4. Our view of innovation has a considerable lineage in the strategy literature. We adopt Tushman and Anderson’s distinction between incremental and radical innovation, also referred to as continuous versus discontinuous or evolutionary versus revolutionary innovation. Subsequently this distinction has been applied to new product development (Christensen and Bower 1996, Leonard-Barton 1992). Because market driving is more than just developing a new product, we apply the incremental versus radical distinction to business innovation. Business innovation is similar to Markides’ notion of strategic innovation which he defines as changing the rules of the game without the help of technological innovation. Market driving is both similar and different from strategic innovation. It is similar in that we are also examining changing the rules of the game without technological innovation but, as we understand it, for Markides this change in the rules of the game could be the result of either radical or incremental innovation with respect to value proposition and/or business system. In contrast, we prefer to distinguish innovation on two dimensions — value proposition (what is offered to the customer) and business system (how the company creates and delivers its value proposition) — and restrict market driving to firms that engage in radical innovation on both dimensions. Innovation in the value proposition has previously been mentioned by Kim and Maugborne, without however the emphasis on incremental versus radical, and we borrow their term value innovation. Our conceptualization of the business system is similar to Porter’s value chain concept and we borrow the term architectural innovation from Henderson and Clark (see Tushman and Anderson 1986, Christensen and Bower 1996, Leonard-Barton 1992, Markides 1997, Kim and Mauborgne 1997, Porter 1985, Henderson and Clark 1990).

5. The authors are deeply indebted to Professor Xavier Gilbert for sharing his presentation `Achieving Exceptional Competitiveness’ [1997]. We adapt his conceptualization of the IKEA business system.

6. See Kotler (1997)for a discussion on the differences between sales driven and market driven companies. Customer driven and market driving are our own conceptualizations.

7. See Nayak and Ketteringham (1993)for the Federal Express story.

8. Southwest Airlines: 1993 (A) [Harvard Business School case 9-694-023].

9. Tripsas’ study of radical technological innovation indicated that new entrants succeed over incumbents in those situations where the innovation devalues the existing complementary specialized investments of incumbents. Since in our conceptualization, market driving firms are those that develop a unique business system, it follows that the existing business system of incumbents is devalued and therefore market driving firms tend to be new entrants (see Tripsas, 1997).

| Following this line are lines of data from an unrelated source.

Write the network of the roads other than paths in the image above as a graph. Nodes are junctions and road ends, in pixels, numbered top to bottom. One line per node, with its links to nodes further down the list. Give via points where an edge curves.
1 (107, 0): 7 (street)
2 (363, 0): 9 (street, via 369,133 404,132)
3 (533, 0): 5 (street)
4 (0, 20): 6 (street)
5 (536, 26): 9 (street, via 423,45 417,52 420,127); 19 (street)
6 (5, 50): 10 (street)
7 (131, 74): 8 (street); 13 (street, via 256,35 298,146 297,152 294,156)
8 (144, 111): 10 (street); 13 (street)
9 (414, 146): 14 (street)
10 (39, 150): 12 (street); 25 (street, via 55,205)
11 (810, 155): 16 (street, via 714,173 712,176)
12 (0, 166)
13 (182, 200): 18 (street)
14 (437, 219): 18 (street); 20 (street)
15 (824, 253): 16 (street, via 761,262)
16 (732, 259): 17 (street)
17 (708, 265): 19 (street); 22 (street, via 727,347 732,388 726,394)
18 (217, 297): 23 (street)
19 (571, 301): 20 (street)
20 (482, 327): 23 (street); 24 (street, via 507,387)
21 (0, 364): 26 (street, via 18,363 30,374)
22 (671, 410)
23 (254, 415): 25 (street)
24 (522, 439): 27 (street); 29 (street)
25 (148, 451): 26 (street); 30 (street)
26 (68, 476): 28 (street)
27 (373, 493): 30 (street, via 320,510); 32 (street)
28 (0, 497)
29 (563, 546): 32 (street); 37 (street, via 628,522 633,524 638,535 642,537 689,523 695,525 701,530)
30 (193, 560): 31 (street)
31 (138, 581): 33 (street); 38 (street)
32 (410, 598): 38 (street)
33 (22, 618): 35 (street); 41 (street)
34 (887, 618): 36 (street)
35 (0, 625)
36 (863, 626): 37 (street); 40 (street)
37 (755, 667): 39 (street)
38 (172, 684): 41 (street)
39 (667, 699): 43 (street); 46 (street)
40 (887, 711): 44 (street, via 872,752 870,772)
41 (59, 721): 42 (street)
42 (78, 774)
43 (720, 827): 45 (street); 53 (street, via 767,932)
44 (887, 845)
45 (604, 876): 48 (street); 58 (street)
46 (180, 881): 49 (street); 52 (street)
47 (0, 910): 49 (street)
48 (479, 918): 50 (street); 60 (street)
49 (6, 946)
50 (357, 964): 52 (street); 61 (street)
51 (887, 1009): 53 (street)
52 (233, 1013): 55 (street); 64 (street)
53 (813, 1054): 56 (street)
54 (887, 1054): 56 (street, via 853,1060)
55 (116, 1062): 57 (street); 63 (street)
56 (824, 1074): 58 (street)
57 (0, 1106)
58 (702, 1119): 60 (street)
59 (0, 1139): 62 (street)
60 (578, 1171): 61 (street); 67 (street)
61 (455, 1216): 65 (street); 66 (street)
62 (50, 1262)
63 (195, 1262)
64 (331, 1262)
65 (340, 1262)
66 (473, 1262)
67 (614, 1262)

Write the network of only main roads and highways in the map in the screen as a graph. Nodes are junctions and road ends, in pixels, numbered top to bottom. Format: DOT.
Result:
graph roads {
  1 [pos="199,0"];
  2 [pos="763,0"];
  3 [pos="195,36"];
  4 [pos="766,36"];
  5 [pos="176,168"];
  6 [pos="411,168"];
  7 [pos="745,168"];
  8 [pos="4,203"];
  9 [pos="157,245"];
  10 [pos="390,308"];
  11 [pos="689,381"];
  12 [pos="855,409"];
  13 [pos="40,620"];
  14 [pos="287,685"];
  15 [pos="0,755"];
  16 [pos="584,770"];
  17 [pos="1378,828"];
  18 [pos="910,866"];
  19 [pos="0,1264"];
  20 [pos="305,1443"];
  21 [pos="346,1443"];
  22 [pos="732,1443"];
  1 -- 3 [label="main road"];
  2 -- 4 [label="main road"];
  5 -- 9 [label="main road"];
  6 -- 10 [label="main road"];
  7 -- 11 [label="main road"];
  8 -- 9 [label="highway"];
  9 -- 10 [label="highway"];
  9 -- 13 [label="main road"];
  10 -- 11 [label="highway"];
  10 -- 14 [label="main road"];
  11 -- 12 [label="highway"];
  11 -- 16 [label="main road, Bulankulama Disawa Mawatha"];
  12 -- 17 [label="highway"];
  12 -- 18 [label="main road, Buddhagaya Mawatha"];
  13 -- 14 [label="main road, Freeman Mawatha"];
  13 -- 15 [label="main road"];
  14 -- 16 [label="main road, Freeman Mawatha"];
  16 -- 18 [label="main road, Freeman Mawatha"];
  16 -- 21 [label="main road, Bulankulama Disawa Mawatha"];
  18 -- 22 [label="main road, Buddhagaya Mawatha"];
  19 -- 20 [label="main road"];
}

10. Professor Jay Galbraith observed this during a lecture attended by the first author.

11. There may be however some critical junctures when a large successful company has to bet on a future and reinvent itself. Hewlett-Packard, Intel, and Nokia are frequently cited as examples of this.

12. Internal Toyota documents.

13. There is considerable literature on skunk works. Some useful articles for practitioners are Gwynne (1997), Single and Spurgeon (1996).

14. Ingvar Kamprad and IKEA [Harvard Business School case 9-390-132].